En 1453, la chute de Constantinople (et avec elle de l’Empire byzantin) fait définitivement tomber la Méditerranée orientale sous le contrôle des Ottomans, verrouillant ce faisant la route orientale de l’Asie. Grande consommatrice d’épices depuis le Moyen-Âge, l’Europe n’a alors d’autre choix que de chercher à s’ouvrir de nouvelles routes vers les « Indes » par les mers, en contournant l’Afrique sous domination ottomane et en tentant la route de l’Ouest. Dès la fin du XVe siècle, les navigateurs portugais parviennent à atteindre les côtes du sous-continent indien et y fondent les premiers comptoirs européens, à mêmes d’y acheter et acheminer directement les précieuses épices en court-circuitant les marchands arabes de l’océan Indien. Problème : en échange de leurs épices, les marchands indiens (de même que les chinois en échange de leur soie et porcelaines) ne sont intéressés que par les métaux précieux. Les Indiens, notamment, ne souhaitent vendre leurs productions qu’en échange de lingots d’argent. Les Européens vont donc avoir besoin de tonnes d’argent (le métal) pour pouvoir s’acheter leur précieuses épices en Asie.

Cette réalité donne peut-être un tout autre sens à l’exploitation minière des Amériques. De façon générale, à partir du début du XVIe siècle, les Européens se mettent massivement en quête de métaux précieux. Toutes les mines d’argent d’Europe sont exploitées à plein régime, et l’importance vitale du métal pour le commerce avec l’Asie favorise l’essor de petites mines qui n’étaient guère rentables jusque ici (comme celles du Val d’Argent dans les Vosges par exemple). À cette époque, la plus importante mine d’argent du continent européen est celle de Schwaz, en Autriche, où travaillent jusqu’à 11 000 ouvriers et d’où sera sorti à un moment près de 85% de l’argent mondial. La plaque tournante du commerce de métaux précieux, support de celui des épices, devient la ville d’Anvers, que les Portugais ont érigée comme principal port de revente des épices qu’ils ramènent désormais en masse d’Asie (choix qui s’explique par le fait que l’Europe nordique et centrale constitue, à cette époque, le principal débouché de ce commerce, comme l’ont montré les travaux de l’historien Fernand Braudel).

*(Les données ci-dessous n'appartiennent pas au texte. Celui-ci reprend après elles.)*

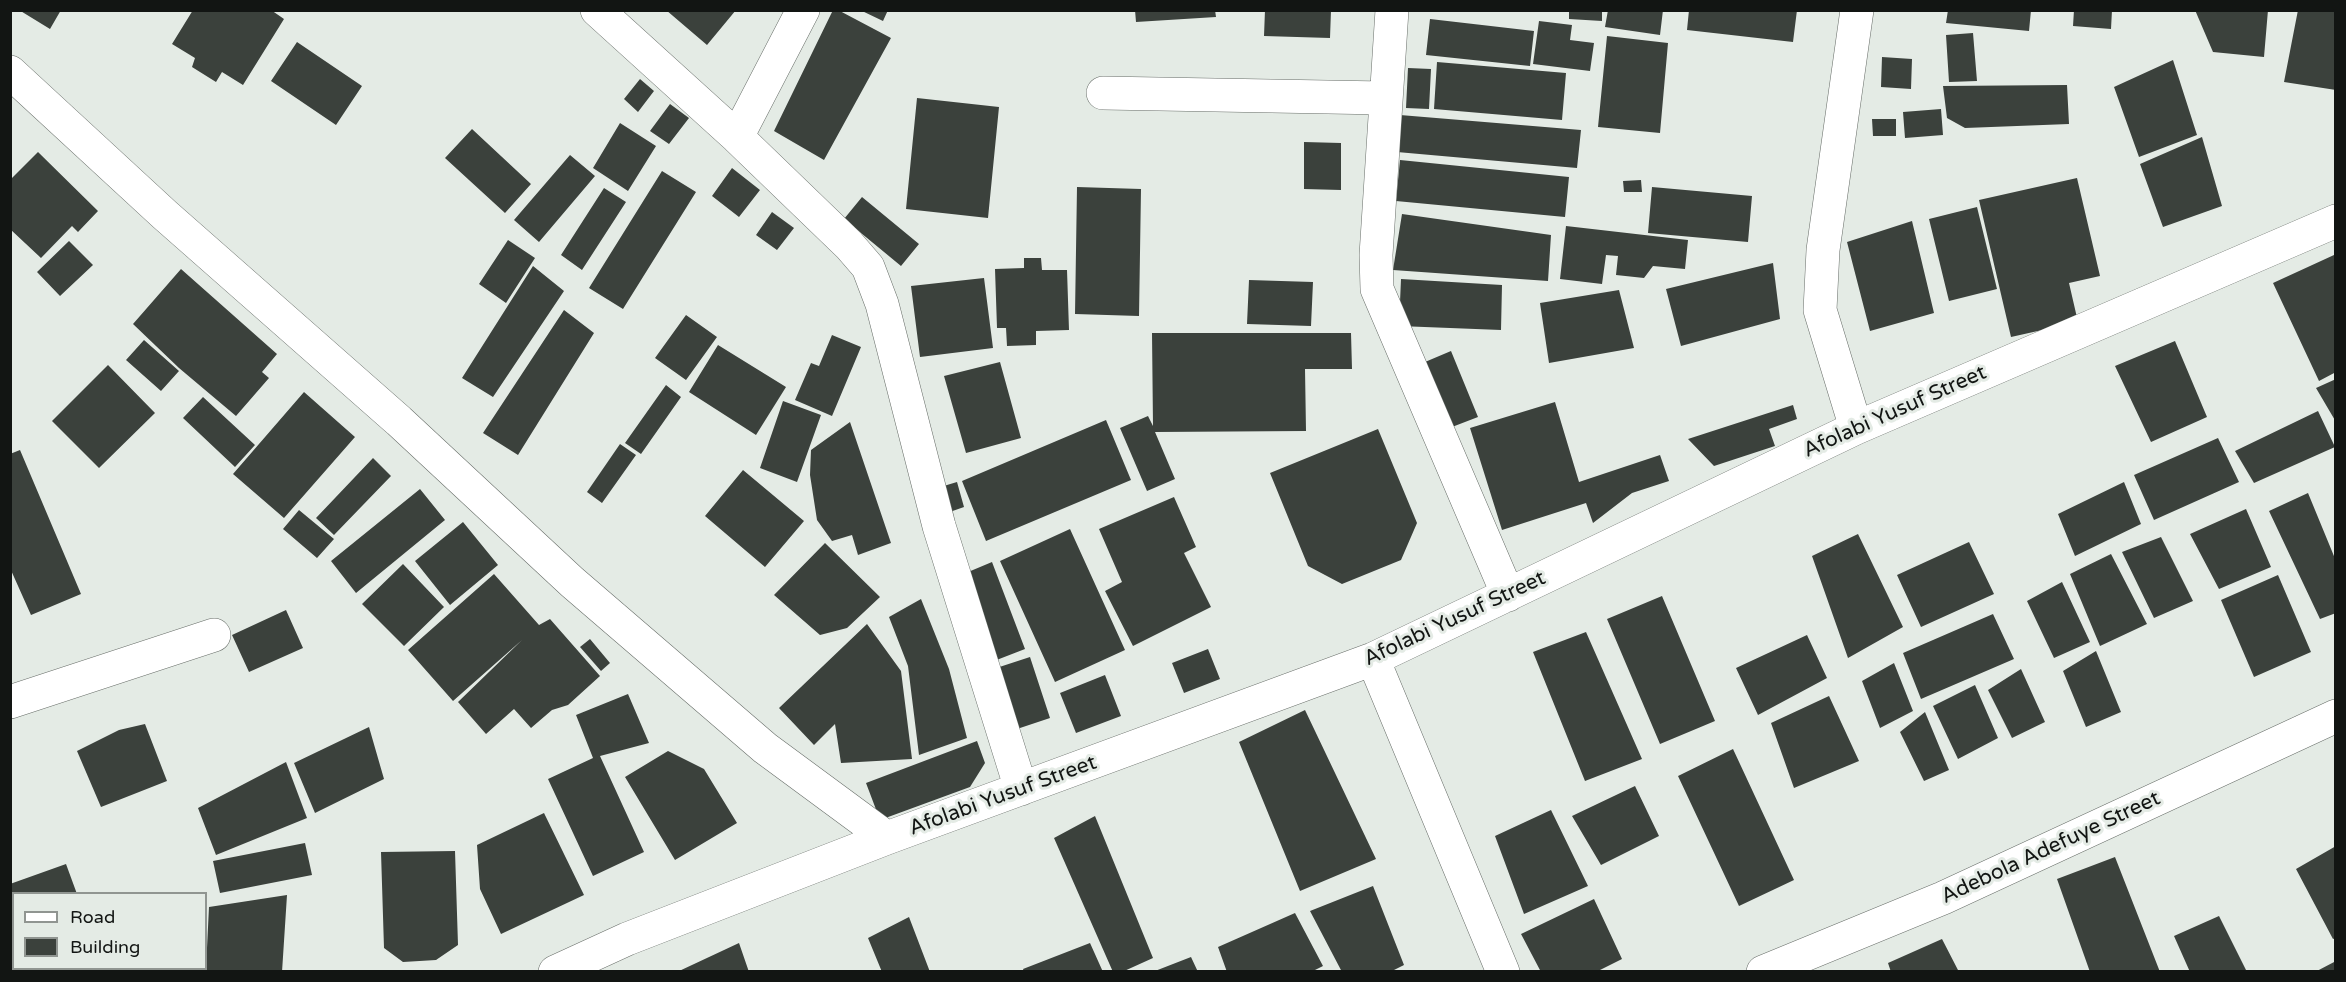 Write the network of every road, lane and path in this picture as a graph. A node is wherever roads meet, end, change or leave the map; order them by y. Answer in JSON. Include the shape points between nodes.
{"nodes":[{"id":1,"x":597,"y":10,"type":"edge"},
{"id":2,"x":803,"y":10,"type":"edge"},
{"id":3,"x":1392,"y":10,"type":"edge"},
{"id":4,"x":1857,"y":10,"type":"edge"},
{"id":5,"x":10,"y":72,"type":"edge"},
{"id":6,"x":1103,"y":93,"type":"dead end"},
{"id":7,"x":1384,"y":98,"type":"junction"},
{"id":8,"x":737,"y":137,"type":"junction"},
{"id":9,"x":2336,"y":221,"type":"edge"},
{"id":10,"x":1856,"y":428,"type":"junction"},
{"id":11,"x":1508,"y":596,"type":"junction"},
{"id":12,"x":214,"y":635,"type":"dead end"},
{"id":13,"x":1372,"y":659,"type":"junction"},
{"id":14,"x":10,"y":702,"type":"edge"},
{"id":15,"x":2335,"y":717,"type":"edge"},
{"id":16,"x":1021,"y":789,"type":"junction"},
{"id":17,"x":887,"y":838,"type":"junction"},
{"id":18,"x":555,"y":972,"type":"edge"},
{"id":19,"x":1503,"y":972,"type":"edge"},
{"id":20,"x":1763,"y":972,"type":"edge"}],
"edges":[{"from":1,"to":8,"type":"street"},
{"from":2,"to":8,"type":"street"},
{"from":3,"to":7,"type":"street"},
{"from":4,"to":10,"type":"street","via":[[1823,250],[1820,309]]},
{"from":5,"to":17,"type":"street","via":[[572,582],[765,748]]},
{"from":6,"to":7,"type":"street"},
{"from":7,"to":11,"type":"street","via":[[1377,289]]},
{"from":8,"to":16,"type":"street","via":[[868,267],[882,304],[939,526]]},
{"from":9,"to":10,"type":"street","name":"Afolabi Yusuf Street"},
{"from":10,"to":11,"type":"street","name":"Afolabi Yusuf Street"},
{"from":11,"to":13,"type":"street","name":"Afolabi Yusuf Street"},
{"from":12,"to":14,"type":"street"},
{"from":13,"to":16,"type":"street","name":"Afolabi Yusuf Street"},
{"from":13,"to":19,"type":"street"},
{"from":15,"to":20,"type":"street","name":"Adebola Adefuye Street","via":[[1943,898]]},
{"from":16,"to":17,"type":"street","name":"Afolabi Yusuf Street"},
{"from":17,"to":18,"type":"street","name":"Afolabi Yusuf Street","via":[[627,939]]}]}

À partir des années 1550 toutefois, la saturation du marché mondial causé par la production des mines espagnoles d’Amérique entraîne le déclin de la plupart des grandes mines d’argent d’Europe. Lors de leur conquête du continent sud-américain, les Espagnols se sont en effet emparés des trésors des Empires inca et aztèque, mais surtout de leurs mines, en particulier celle du Potosi, dans l’actuelle Bolivie. Désormais exploitée à grande échelle, la montée en puissance de cette dernière est spectaculaire. Entre 1560 et 1580, les mines du Potosi produisent près de 240 tonnes d’argent en moyenne par an, inondant le marché européen. Le métal alimente les caisses de la Couronne espagnole et est utilisée comme monnaie d’échange par ces derniers en Asie, dans une sorte de commerce triangulaire qui voient les Espagnols acheter soies et porcelaine de Chine contre l’argent des Amériques, puis revendre les premières en Europe. L’argent des Amériques alimente plus globalement l’ensemble de l’économie européenne, et est utilisé par les différentes puissances maritimes (Portugais puis Hollandais en particulier) pour l’achat des épices aux Indes.

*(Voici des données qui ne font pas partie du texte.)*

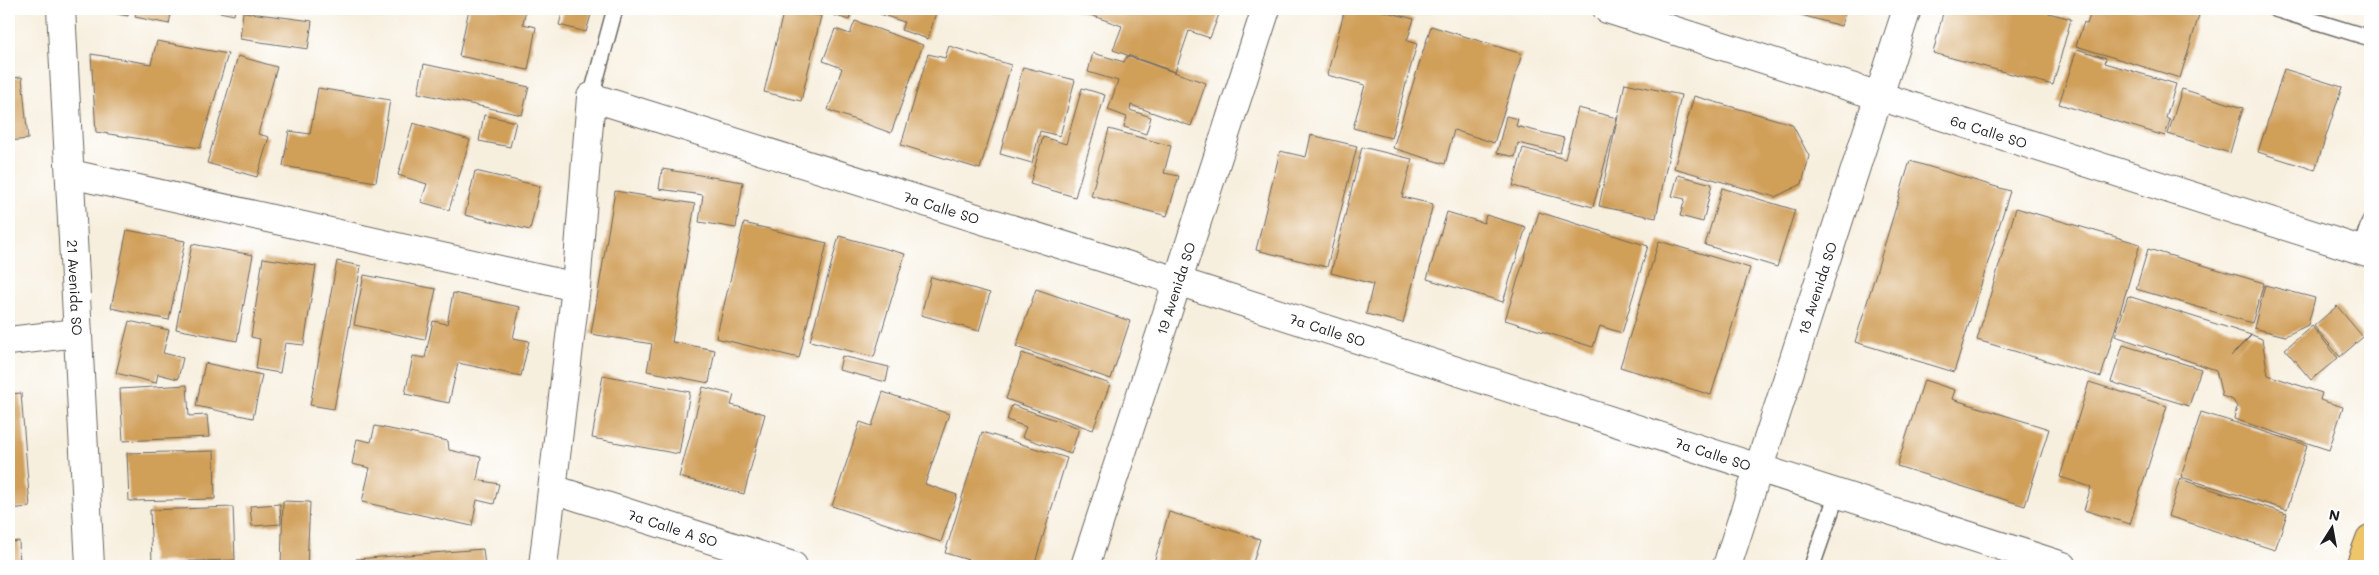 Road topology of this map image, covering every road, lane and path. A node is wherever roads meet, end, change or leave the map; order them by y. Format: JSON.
{"nodes":[{"id":1,"x":61,"y":9,"type":"edge"},
{"id":2,"x":616,"y":9,"type":"edge"},
{"id":3,"x":1266,"y":9,"type":"edge"},
{"id":4,"x":1607,"y":9,"type":"edge"},
{"id":5,"x":1907,"y":9,"type":"edge"},
{"id":6,"x":2274,"y":9,"type":"edge"},
{"id":7,"x":2370,"y":38,"type":"edge"},
{"id":8,"x":1879,"y":94,"type":"junction"},
{"id":9,"x":591,"y":97,"type":"junction"},
{"id":10,"x":71,"y":174,"type":"junction"},
{"id":11,"x":2370,"y":221,"type":"edge"},
{"id":12,"x":2365,"y":251,"type":"edge"},
{"id":13,"x":1178,"y":281,"type":"junction"},
{"id":14,"x":576,"y":288,"type":"junction"},
{"id":15,"x":77,"y":333,"type":"junction"},
{"id":16,"x":9,"y":341,"type":"edge"},
{"id":17,"x":1759,"y":469,"type":"junction"},
{"id":18,"x":553,"y":489,"type":"junction"},
{"id":19,"x":1837,"y":494,"type":"junction"},
{"id":20,"x":2370,"y":539,"type":"edge"},
{"id":21,"x":90,"y":566,"type":"edge"},
{"id":22,"x":543,"y":566,"type":"edge"},
{"id":23,"x":793,"y":566,"type":"edge"},
{"id":24,"x":1085,"y":566,"type":"edge"},
{"id":25,"x":1727,"y":566,"type":"edge"},
{"id":26,"x":1812,"y":566,"type":"edge"},
{"id":27,"x":2063,"y":566,"type":"edge"},
{"id":28,"x":2360,"y":566,"type":"edge"}],
"edges":[{"from":1,"to":10,"type":"street","name":"21 Avenida SO"},
{"from":2,"to":9,"type":"lane"},
{"from":3,"to":13,"type":"street","name":"19 Avenida SO"},
{"from":4,"to":8,"type":"street","name":"6a Calle SO"},
{"from":5,"to":8,"type":"street","name":"18 Avenida SO"},
{"from":6,"to":7,"type":"lane"},
{"from":8,"to":12,"type":"street","name":"6a Calle SO"},
{"from":8,"to":17,"type":"street","name":"18 Avenida SO"},
{"from":9,"to":13,"type":"street","name":"7a Calle SO"},
{"from":9,"to":14,"type":"street"},
{"from":10,"to":14,"type":"street"},
{"from":10,"to":15,"type":"street","name":"21 Avenida SO"},
{"from":11,"to":12,"type":"lane"},
{"from":13,"to":17,"type":"street","name":"7a Calle SO"},
{"from":13,"to":24,"type":"street","name":"19 Avenida SO"},
{"from":14,"to":18,"type":"street"},
{"from":15,"to":16,"type":"street"},
{"from":15,"to":21,"type":"street","name":"21 Avenida SO"},
{"from":17,"to":19,"type":"street","name":"7a Calle SO"},
{"from":17,"to":25,"type":"street","name":"18 Avenida SO"},
{"from":18,"to":22,"type":"street"},
{"from":18,"to":23,"type":"street","name":"7a Calle A SO"},
{"from":19,"to":26,"type":"lane"},
{"from":19,"to":27,"type":"street","name":"7a Calle SO"},
{"from":20,"to":28,"type":"highway"}]} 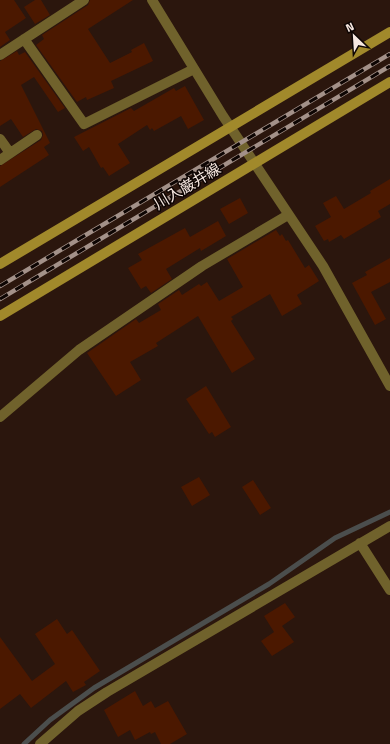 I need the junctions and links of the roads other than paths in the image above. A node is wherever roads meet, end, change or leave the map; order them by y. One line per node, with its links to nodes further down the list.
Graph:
1 (84, 0): 4 (street)
2 (152, 0): 6 (street)
3 (390, 32): 8 (main road, 川入巌井線)
4 (24, 39): 5 (street); 6 (street)
5 (0, 55)
6 (194, 69): 8 (street)
7 (390, 82): 13 (main road, 川入巌井線)
8 (231, 127): 13 (street); 15 (main road, 川入巌井線)
9 (37, 134): 11 (street)
10 (0, 139): 11 (street)
11 (10, 153): 12 (street)
12 (0, 160)
13 (254, 163): 14 (street); 16 (main road, 川入巌井線)
14 (288, 215): 17 (street); 18 (street)
15 (0, 264)
16 (0, 316)
17 (390, 386)
18 (0, 417)
19 (390, 526): 20 (street)
20 (360, 543): 21 (street); 22 (street)
21 (390, 590)
22 (40, 744)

Lingots d’argent du haut Pérou, trouvés dans l’épave de la Nuestra Señora de Atocha coulé dans une tempête en 1622. Ces derniers constituaient la principal monnaie d’échange des marchands européens en Inde et en Chine contre les épices.

Les flux de métaux précieux entre l’Amérique et l’Europe d’une part et l’Amérique et l’Asie d’autre part vont favoriser l’essor de la piraterie et des corsaires dans toutes les mers, où les convois de métaux espagnols constitueront longtemps les cibles privilégiées. Vers la fin du XVIIe siècle cependant, la grande mine espagnole du Potosi enregistre un sérieux déclin, difficilement compensé par la montée en puissance d’autres sites tant l’énorme production de la mine bolivienne avait éclipsé et découragé l’exploitation d’autres sites miniers. L’autre grande exploitation minière du continent, celle du Mexique, enregistre également une stagnation puis baisse de sa production à la même époque. Cette rareté des métaux précieux stimulent l’activité corsaire, dont celle des fameux corsaires malouins, qui pillent allègrement les villes côtières espagnoles. La tendance croissante des guerres européennes à s’étendre et se répercuter dans le monde colonial concoure également à perturber le précieux commerce. Les nombreux conflits militaires de la fin du XVIIe et du début du XVIIIe siècle entre grandes nations européennes, en particulier ceux de la Ligue d’Augsbourg puis la guerre de Succession d’Espagne, vont ainsi beaucoup désorganiser les circuits commerciaux.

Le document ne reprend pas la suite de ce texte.